At about the same time, a Muslim woman in another small village converts to Christianity and elopes with a Christian man. A crowd of Muslims attacks the local church in outrage. None of the attackers are prosecuted, but police arrest the Christian man’s family.
The case is elevated to a national issue as angry Islamist lawmakers in parliament dedicate a whole committee session to demanding the conversion be stopped and decrying an alleged foreign plot to convert Muslims.
The two recent instances that took place in southern Egypt illustrate the deep sensitivities surrounding conversions in Egypt’s conservative society.

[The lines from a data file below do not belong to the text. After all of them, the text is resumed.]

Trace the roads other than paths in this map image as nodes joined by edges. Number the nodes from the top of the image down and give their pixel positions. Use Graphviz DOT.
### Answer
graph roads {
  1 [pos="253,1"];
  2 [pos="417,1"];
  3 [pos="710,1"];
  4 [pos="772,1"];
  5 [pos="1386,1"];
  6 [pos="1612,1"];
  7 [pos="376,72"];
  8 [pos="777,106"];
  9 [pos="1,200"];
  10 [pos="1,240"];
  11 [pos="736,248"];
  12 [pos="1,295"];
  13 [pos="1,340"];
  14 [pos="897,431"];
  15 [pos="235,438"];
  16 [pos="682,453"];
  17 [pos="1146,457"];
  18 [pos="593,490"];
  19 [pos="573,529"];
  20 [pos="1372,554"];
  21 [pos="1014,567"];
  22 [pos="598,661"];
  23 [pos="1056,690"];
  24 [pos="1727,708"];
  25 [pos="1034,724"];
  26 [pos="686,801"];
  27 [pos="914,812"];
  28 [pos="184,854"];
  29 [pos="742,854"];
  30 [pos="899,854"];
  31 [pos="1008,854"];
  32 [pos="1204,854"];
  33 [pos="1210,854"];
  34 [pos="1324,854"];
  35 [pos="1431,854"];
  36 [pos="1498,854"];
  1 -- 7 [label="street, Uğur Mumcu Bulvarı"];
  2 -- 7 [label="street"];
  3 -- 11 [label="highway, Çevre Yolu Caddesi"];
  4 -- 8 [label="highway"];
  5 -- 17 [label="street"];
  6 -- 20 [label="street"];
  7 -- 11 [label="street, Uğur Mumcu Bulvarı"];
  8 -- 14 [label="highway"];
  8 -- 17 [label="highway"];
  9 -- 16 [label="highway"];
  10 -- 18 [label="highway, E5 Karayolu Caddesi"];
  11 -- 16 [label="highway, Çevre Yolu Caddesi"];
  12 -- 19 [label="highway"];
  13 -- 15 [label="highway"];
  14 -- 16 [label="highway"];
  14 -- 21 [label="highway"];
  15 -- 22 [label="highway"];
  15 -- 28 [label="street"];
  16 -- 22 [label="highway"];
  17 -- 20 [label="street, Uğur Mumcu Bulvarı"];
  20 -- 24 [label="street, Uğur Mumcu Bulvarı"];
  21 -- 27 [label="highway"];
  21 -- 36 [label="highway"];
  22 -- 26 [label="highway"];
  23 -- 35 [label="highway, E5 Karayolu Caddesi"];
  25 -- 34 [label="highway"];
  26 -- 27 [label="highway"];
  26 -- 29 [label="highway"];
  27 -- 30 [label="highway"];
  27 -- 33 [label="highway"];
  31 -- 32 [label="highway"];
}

But they also demonstrate the discrepancies in how the cases are treated. Christians say politically powerful Islamist hard-liners have stepped up efforts to encourage Christians to embrace Islam. Meanwhile, the rare cases of Muslims turning to Christianity often bring violence against the community. In either case, authorities tend to turn a blind eye.
That has heightened Christians’ sense of siege amid the increasing influence of Islamists since the 2011 ouster of autocrat Hosni Mubarak.
Under Mubarak, there were two or three cases a month nationwide of Christians converting to Islam, says Ibram Louiz, an activist who tracks conversions and disappearances of Christian women.
“But now I hear at times up to 15 cases coming from just one province,” he said.
He estimated some 500 conversions since Mubarak’s fall, 25 percent of them involving underage Christian girls, some as young as 15, who end up being married off to older Muslim men.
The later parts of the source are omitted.